Todos os dias, uma área florestal maior que a cidade de Nova York é desflorestada. Este facto inquietador ganha vida através deste anúncio da ONG alemã pela conservação Robin Wood, que transforma um tronco de árvore estilhaçado numa grande metrópole.


Este anúncio foi criado pelo grupo PX, um estúdio de efeitos visuais e pós-produção baseado em Hamburg, na Alemanha. Neste guia, o artista 3D Christian Sturm explica-nos cada passo da criação do anúncio, desde o conceito inicial e planeamento até aos recursos e configurações do V-Ray para 3D Max que foram usados para criar lascas de madeira realistas.


 

Sobre o Christian Sturm:

Christian é um artista 3D baseado em Hamburg. Ele já trabalha com 3ds Max desde 2005 e com o V-Ray para 3ds Max desde 2010. Antes de trabalhar em publicidade no grupo PX, ele fazia trailers de jogos e motion graphics enquanto parte de uma pequena equipa. De momento, o seu foco profissional é em imagens de produto e renders automotivos. Enquanto generalista, trabalha em todas as disciplinas do 3D, mas a sua grande paixão encontra-se no storytelling visual.


 

O conceito


O grupo PX foi abordado pela agência thjnk para produzir um pequeno anúncio para a Robin Wood, e ficámos contentes por colaborar. A ideia deles era ilustrar o facto chocante de que, todos os dias, uma área de árvores maior que Nova York estava a ser desbastada.


O anúncio começou com algumas fotografias da Robin Wood, que mostravam um tronco de árvore cortado com uma formação de lascas no topo. “Nós gostávamos que vocês convertessem isto em arranha-céus de madeira” disseram eles. “Deve ter a forma de uma colónia de térmitas mas parecer-se com a cidade de Nova York. É possível renderizar isso?” e claro, a resposta correta é: em 3D tudo é possível! Mas como é que nós construímos uma pequena cidade de madeira e a fazemos parecer que foi esculpida de uma árvore?

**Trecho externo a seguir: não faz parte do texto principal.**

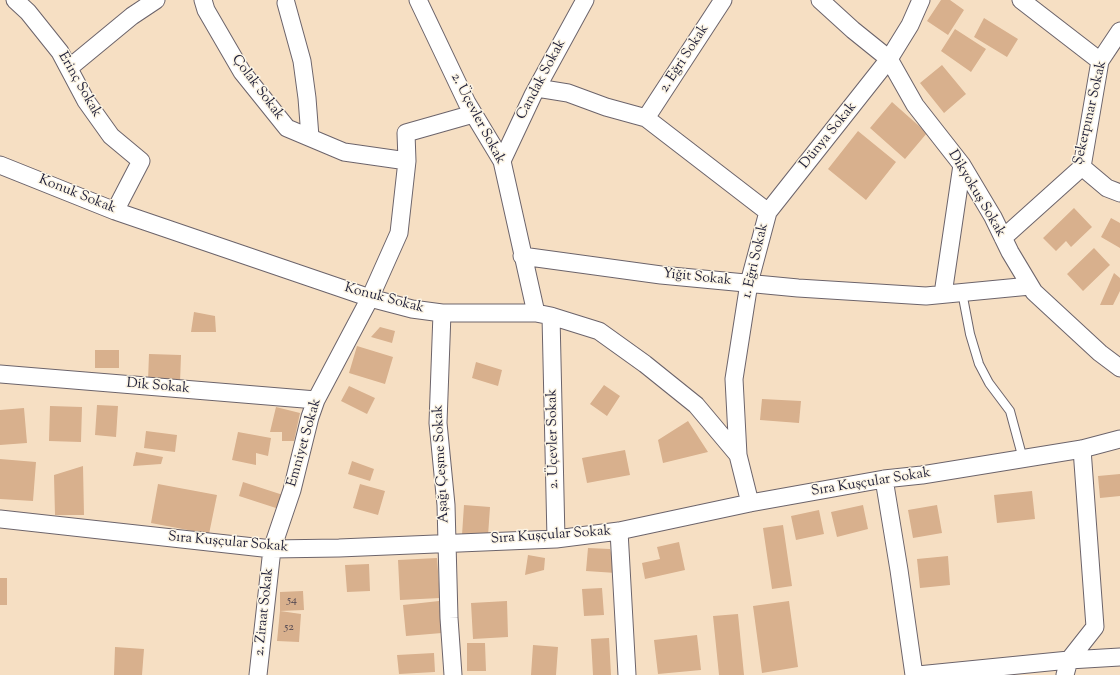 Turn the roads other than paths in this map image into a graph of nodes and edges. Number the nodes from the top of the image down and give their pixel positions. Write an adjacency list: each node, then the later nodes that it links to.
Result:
1 (15, 0): 14 (street, Erinç Sokak)
2 (156, 0): 14 (street)
3 (203, 0): 18 (street, Çolak Sokak)
4 (418, 0): 16 (street, 2. Üçevler Sokak)
5 (585, 0): 15 (street, Candak Sokak)
6 (723, 0): 17 (street, 2. Eğri Sokak)
7 (820, 0): 12 (street, Dikyokuş Sokak)
8 (921, 0): 12 (street, Dünya Sokak)
9 (1021, 0): 13 (street)
10 (289, 1): 18 (street)
11 (1120, 31): 13 (street, Şekerpınar Sokak)
12 (889, 59): 22 (street, Dikyokuş Sokak); 26 (street, Dünya Sokak)
13 (1100, 61): 23 (street, Şekerpınar Sokak)
14 (69, 68): 25 (street, Erinç Sokak)
15 (537, 88): 17 (street, 1. Eğri Sokak); 20 (street, Candak Sokak)
16 (473, 114): 19 (street, Emniyet Sokak); 20 (street, 2. Üçevler Sokak)
17 (646, 118): 26 (street, 1. Eğri Sokak)
18 (310, 137): 19 (street, Çolak Sokak)
19 (407, 160): 33 (street, Emniyet Sokak)
20 (502, 161): 28 (street, 2. Üçevler Sokak)
21 (0, 165): 25 (street, Konuk Sokak)
22 (962, 165): 27 (street, Dikyokuş Sokak); 32 (street)
23 (1082, 167): 24 (street); 27 (street, Şekerpınar Sokak)
24 (1120, 193)
25 (115, 210): 33 (street, Konuk Sokak)
26 (768, 212): 29 (street, 1. Eğri Sokak)
27 (1003, 238): 30 (street, Dikyokuş Sokak)
28 (522, 256): 29 (street, Yiğit Sokak); 35 (street, 2. Üçevler Sokak)
29 (750, 283): 32 (street, Yiğit Sokak); 41 (street, 1. Eğri Sokak)
30 (1030, 286): 31 (street, Yiğit Sokak); 36 (street, Dikyokuş Sokak)
31 (962, 292): 32 (street, Yiğit Sokak); 42 (lane)
32 (943, 294)
33 (370, 298): 34 (street, Konuk Sokak); 38 (street, Emniyet Sokak)
34 (442, 313): 35 (street, Konuk Sokak); 48 (street, Aşağı Çeşme Sokak)
35 (543, 314): 41 (street, Konuk Sokak); 47 (street, 2. Üçevler Sokak)
36 (1120, 368)
37 (0, 374): 38 (street, Dik Sokak)
38 (316, 400): 49 (street, Emniyet Sokak)
39 (1120, 439): 40 (street, Sıra Kuşçular Sokak)
40 (1082, 449): 42 (street, Sıra Kuşçular Sokak); 51 (street)
41 (738, 455): 44 (street, 1. Eğri Sokak)
42 (1023, 459): 43 (street, Sıra Kuşçular Sokak)
43 (884, 479): 44 (street, Sıra Kuşçular Sokak); 55 (street)
44 (750, 503): 46 (street, Sıra Kuşçular Sokak)
45 (0, 518): 49 (street, Sıra Kuşçular Sokak)
46 (619, 531): 47 (street, Sıra Kuşçular Sokak); 54 (street)
47 (556, 539): 48 (street, Sıra Kuşçular Sokak)
48 (446, 542): 49 (street, Sıra Kuşçular Sokak); 53 (street, Aşağı Çeşme Sokak)
49 (272, 549): 52 (street, 2. Ziraat Sokak)
50 (1120, 657): 51 (street)
51 (1067, 667): 56 (street)
52 (258, 675)
53 (453, 675)
54 (627, 675)
55 (914, 675)
56 (918, 675)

Criação das lascas de madeira


Nós começámos por olhar para a mais pequena parte do puzzle: quando uma árvore se parte, as lascas frescas parecem ser de certa forma brilhantes; quase como porcelana ou carne branca de galinha. Numa observação mais próxima, luzes avermelhadas espalham-se por dentro das pontas das lascas. Na natureza este efeito translúcido é muito subtil e mais aparente quando essas lascas são iluminadas por detrás. Descobrimos que o shader mais óbvio para atingir este efeito era o Sub Surface Scattering material da V-Ray, fast SSS2.


Tirámos fotos numa zona de limpeza de árvores para perceber como é que essas formações de lascas se formam, e de que forma as fibras de madeira dentro de um tronco de árvore são completamente diferentes de madeira seca.


As lascas de madeira foram criadas através de uma combinação de técnicas que envolvem a wood pattern Surface Noise do ZBrush e ZBrush Fibers. As figuras resultantes foram ainda mais deformadas e fundidas em grandes bocados de lascas que eventualmente se tornaram parte de uma vasta composição de estruturas de torres. Após as trazer para o 3ds Max, tudo o que foi preciso foi aplicar o material fast SSS2 e experimentar com luzes e configurações do material (cores, scatter radius, specular amount e glossiness), e otimiza-los no IPR do V-Ray para se parecerem com madeira fresca.



Arranha-céus de madeira


O próximo passo foi a escultura. Nós tínhamos liberdade completa para criar o design da arquitetura de lascas e do visual geral da cidade no tronco de árvore. Para evitar termos que transformar edifícios de vidro e metal em lascas de madeira, defendemos a ideia de fazer torres recuadas em blocos ao estilo do livro influente de Hugh Ferris, The Metropolis of Tomorrow. O cliente concordou em usar Manhattan de 1930 enquanto a nossa maior referência. A cinematografia e edição foram-nos igualmente confiadas, e foi aí que a produção da metrópole de madeira começou.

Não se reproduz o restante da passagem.